Além disso, ressalta o juiz, "o  custodiado (Bernal), ao ser informado de possível invasão, poderia ter acionado os órgãos de segurança pública, como Polícia Militar ou Polícia Civil, ao invés de dirigir-se ao local armado e efetuar disparos sem oportunizar esclarecimentos. A conduta, portanto, revela elevada gravidade concreta, tratando-se de crime doloso contra a vida, praticado com violência extrema."

MANSÃO

Com quase 680 metros quadrados de área construída e um terreno de 1,4 mil metros quadrados, a casa foi arrematada pelo fiscal tributário por pouco mais de R$ 2,4 milhões em novembro do ano passado. Desde então ele tentava tomar posse. Conforme advogados de Bernal, o fiscal já havia participado de pelo menos 25 leilões e conhecia as normativas para tomar posse destes imóveis. 

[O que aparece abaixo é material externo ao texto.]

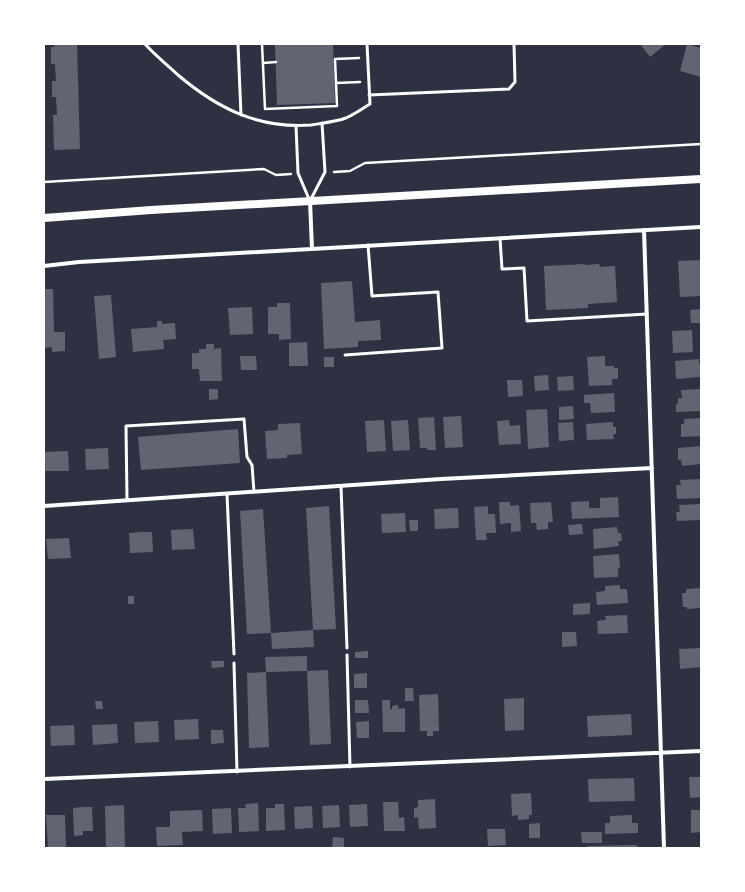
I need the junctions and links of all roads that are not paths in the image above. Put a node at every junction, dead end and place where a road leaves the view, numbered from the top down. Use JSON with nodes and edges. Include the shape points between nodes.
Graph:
{"nodes":[{"id":1,"x":145,"y":44,"type":"edge"},
{"id":2,"x":238,"y":44,"type":"edge"},
{"id":3,"x":367,"y":44,"type":"edge"},
{"id":4,"x":514,"y":44,"type":"edge"},
{"id":5,"x":369,"y":95,"type":"junction"},
{"id":6,"x":241,"y":115,"type":"junction"},
{"id":7,"x":322,"y":123,"type":"junction"},
{"id":8,"x":296,"y":126,"type":"junction"},
{"id":9,"x":701,"y":178,"type":"edge"},
{"id":10,"x":310,"y":201,"type":"junction"},
{"id":11,"x":44,"y":218,"type":"edge"},
{"id":12,"x":701,"y":227,"type":"edge"},
{"id":13,"x":644,"y":230,"type":"junction"},
{"id":14,"x":500,"y":238,"type":"junction"},
{"id":15,"x":368,"y":246,"type":"junction"},
{"id":16,"x":312,"y":248,"type":"junction"},
{"id":17,"x":44,"y":266,"type":"edge"},
{"id":18,"x":647,"y":314,"type":"junction"},
{"id":19,"x":345,"y":355,"type":"dead end"},
{"id":20,"x":652,"y":468,"type":"junction"},
{"id":21,"x":341,"y":486,"type":"junction"},
{"id":22,"x":254,"y":492,"type":"junction"},
{"id":23,"x":227,"y":494,"type":"junction"},
{"id":24,"x":127,"y":500,"type":"junction"},
{"id":25,"x":44,"y":506,"type":"edge"},
{"id":26,"x":348,"y":648,"type":"dead end"},
{"id":27,"x":234,"y":654,"type":"dead end"},
{"id":28,"x":348,"y":655,"type":"dead end"},
{"id":29,"x":234,"y":663,"type":"dead end"},
{"id":30,"x":701,"y":752,"type":"edge"},
{"id":31,"x":661,"y":753,"type":"junction"},
{"id":32,"x":350,"y":767,"type":"junction"},
{"id":33,"x":237,"y":772,"type":"junction"},
{"id":34,"x":44,"y":779,"type":"edge"},
{"id":35,"x":664,"y":848,"type":"edge"}],
"edges":[{"from":1,"to":6,"type":"lane","via":[[197,91]]},
{"from":2,"to":6,"type":"lane"},
{"from":3,"to":5,"type":"lane"},
{"from":4,"to":5,"type":"lane","via":[[515,82],[509,89]]},
{"from":5,"to":7,"type":"lane","via":[[370,104],[358,112]]},
{"from":6,"to":8,"type":"lane","via":[[272,124]]},
{"from":7,"to":8,"type":"lane"},
{"from":7,"to":10,"type":"lane","via":[[325,172]]},
{"from":8,"to":10,"type":"lane","via":[[298,173]]},
{"from":9,"to":10,"type":"main road"},
{"from":10,"to":11,"type":"main road"},
{"from":10,"to":16,"type":"street"},
{"from":12,"to":13,"type":"street"},
{"from":13,"to":14,"type":"street"},
{"from":13,"to":18,"type":"street"},
{"from":14,"to":15,"type":"street"},
{"from":14,"to":18,"type":"lane","via":[[502,269],[524,268],[527,321]]},
{"from":15,"to":16,"type":"street"},
{"from":15,"to":19,"type":"lane","via":[[372,296],[438,292],[442,348]]},
{"from":16,"to":17,"type":"street"},
{"from":18,"to":20,"type":"street"},
{"from":20,"to":21,"type":"street"},
{"from":20,"to":31,"type":"street"},
{"from":21,"to":22,"type":"street"},
{"from":21,"to":26,"type":"lane"},
{"from":22,"to":23,"type":"street"},
{"from":22,"to":24,"type":"lane","via":[[252,465],[247,457],[244,419],[126,426]]},
{"from":23,"to":24,"type":"street"},
{"from":23,"to":27,"type":"lane"},
{"from":24,"to":25,"type":"street"},
{"from":28,"to":32,"type":"lane"},
{"from":29,"to":33,"type":"lane"},
{"from":30,"to":31,"type":"street"},
{"from":31,"to":32,"type":"street"},
{"from":31,"to":35,"type":"street"},
{"from":32,"to":33,"type":"street"},
{"from":33,"to":34,"type":"street"}]}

Segundo nota emitida por familiares de Roberto Mazzini na manhã desta quarta-feira (25), o fiscal chamou o chaveiro para abrir o imóvel porque o cartório responsável pelo registro havia informado que a casa estava vazia e por conta disso Roberto teria ido ao local para tomar posse, já que havia comprado a mansão em um leilão realizada pela Caixa Econômica Federal. 

CARREIRA POLÍTICA

Radialista, Alcides Bernal foi vereador em Campo Grande durante dois mandatos e em 2010 elegeu-se para deputado estadual, com 20.910 votos. Em 2012 candidatou-se a prefeito de Campo Grande e acabou derrotando o então deputado federal Edson Giroto, que tinha o apoio dos principais caciques políticos da época, como André Puccinelli e a família Trad.  

Mas, em março de 2014 acabou sendo cassado pela câmara de vereadores, sendo o primeiro prefeito a sofrer a punição na história de Campo Grande. Seu vice, Gilmar Olarte, foi um dos principais articuladores da cassação e acabou herdando o cargo. 

Em maio daquele ano, um juiz de primeira instância suspendeu a cassação e concedeu liminar para a volta de Bernal ao cargo. Horas após a concessão, aliados marcharam rumo à prefeitura e a ocuparam o prédio. No entanto, a decisão foi revertida pelo Tribunal de Justiça horas depois, reempossando Gilmar Olarte no cargo.

Bernal somente conseguiu voltar ao cargo em 25 de agosto de 2015 e permanceceu no cargo até o fim do mandato. Ele chegou a se candidatar à reeleição, mas nem mesmo chegou ao segundo turno. O pleito foi vencido por Marquinos Trad.  

Ele havia comprado a casa em 2016, já perto do fim do seu mandato como prefeito. Porém, por conta por conta de uma dívida da ordem de R$ 900 mil na Caixa, o imóvel acabou sendo levado a leilão.